# Task directions
Each line holding the word "JSON" must appear in the answer, copied from the entries.

Collected data:
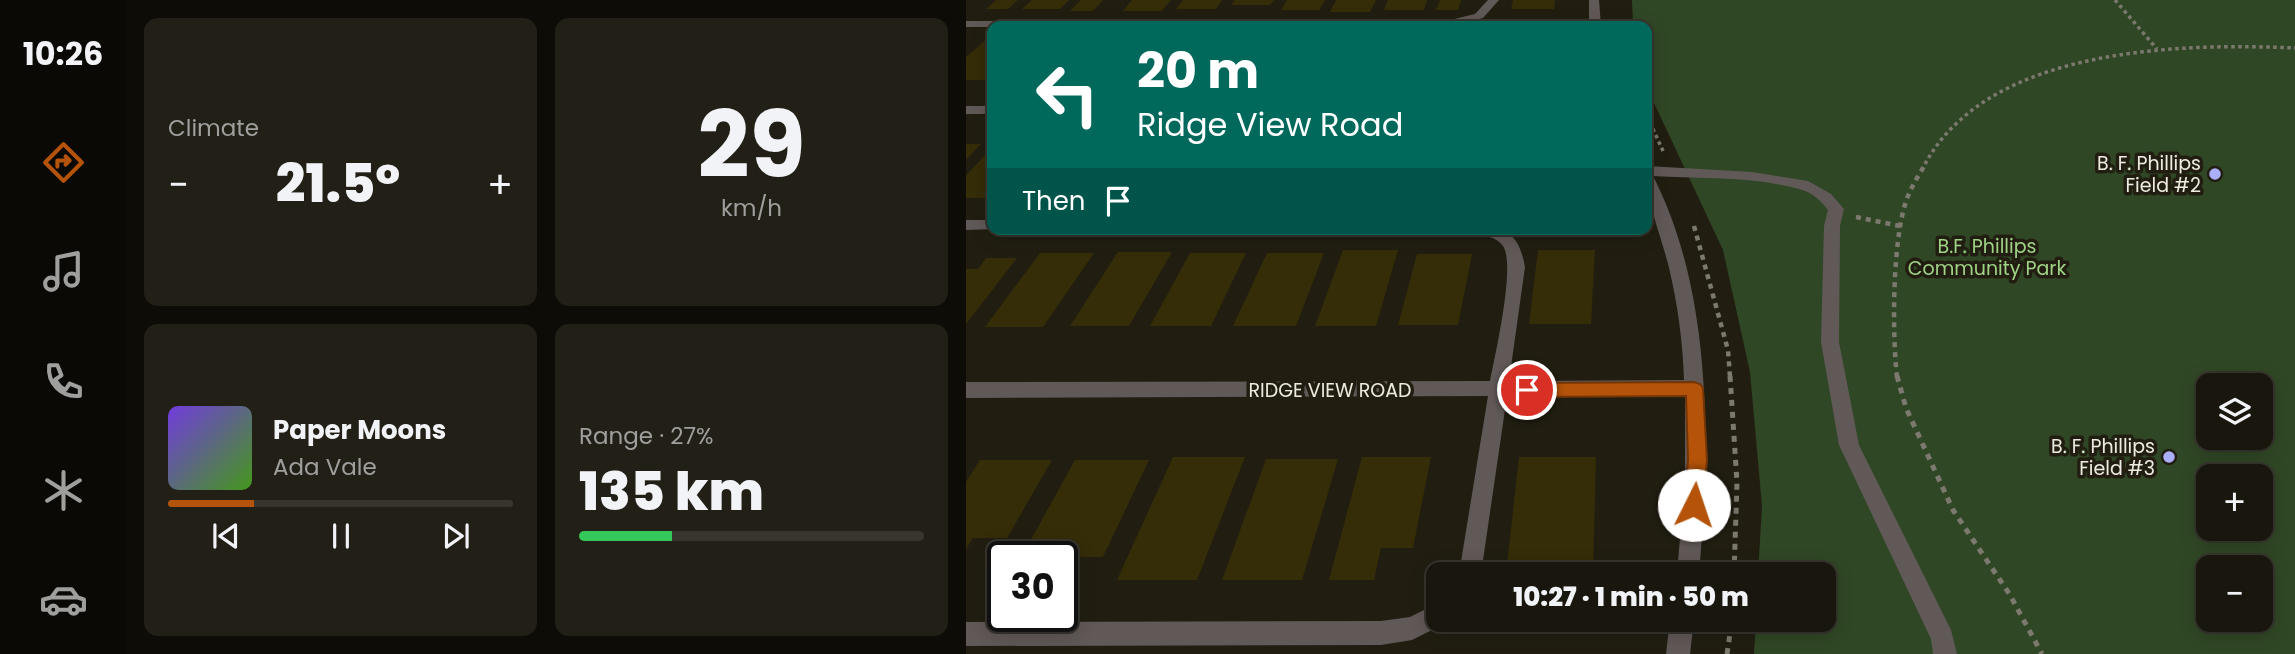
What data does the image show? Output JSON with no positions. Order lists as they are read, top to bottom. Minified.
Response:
{"streets":{"street":["RIDGE VIEW ROAD"]},"parks":["B.F. Phillips Community Park"],"places":["B. F. Phillips Field #2","B. F. Phillips Field #3"],"page":{"tabs":"10:26","tile":["Climate",["29","km/h"],["Range · 27%","135 km"]],"turn":["20 m","Ridge View Road"],"heat":["−","21.5°","+"],"then":"Then","map_buttons":["+","−"],"song":["Paper Moons","Ada Vale"],"limit":"30","trip":"10:27 · 1 min · 50 m"}}
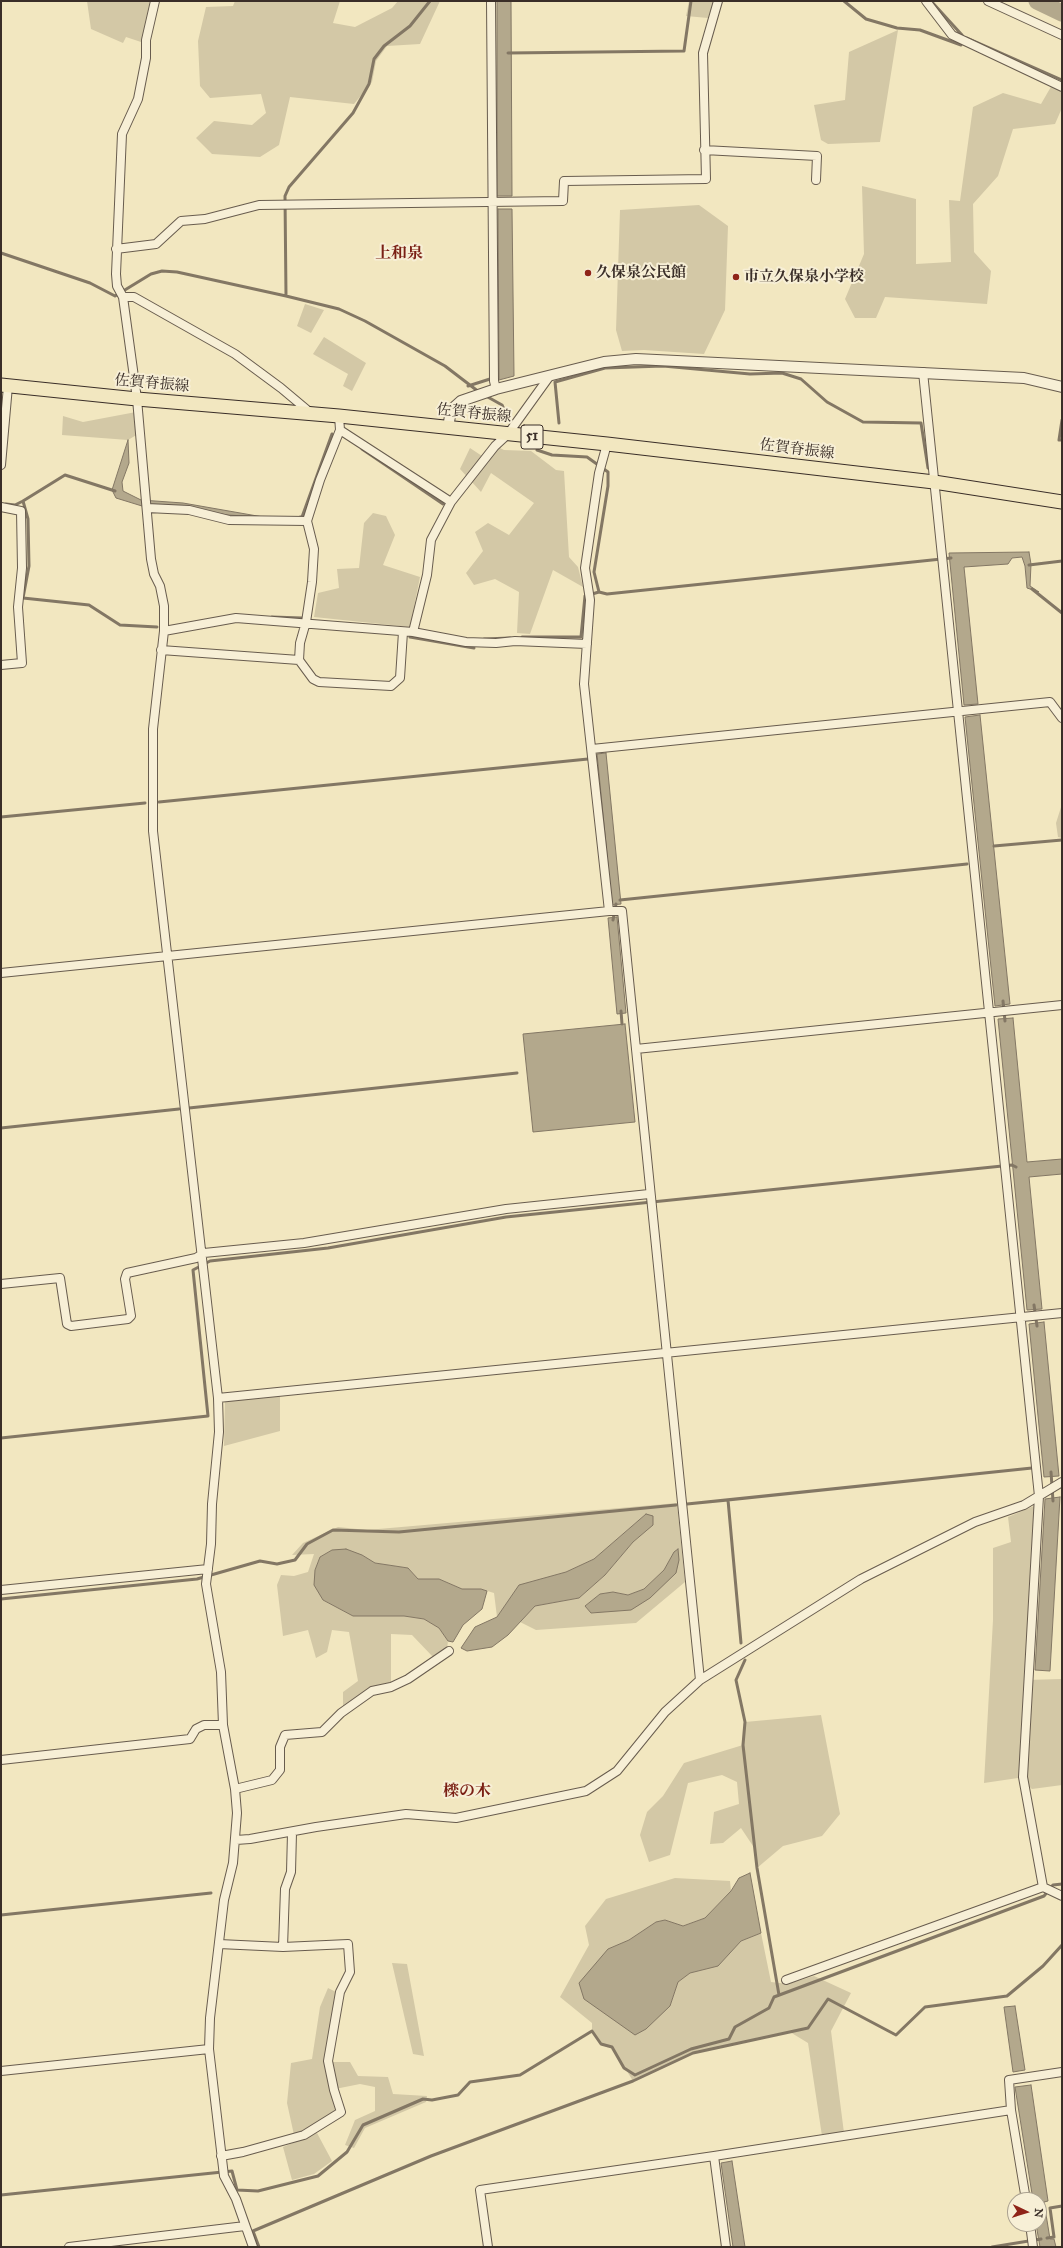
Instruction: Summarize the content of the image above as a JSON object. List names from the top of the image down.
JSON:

# Exercise output
What data does the image show? Output JSON with no positions. Order lists as they are read, top to bottom. Minified.
Instruction: Summarize the content of the image above as a JSON object. List names from the top of the image down.
JSON:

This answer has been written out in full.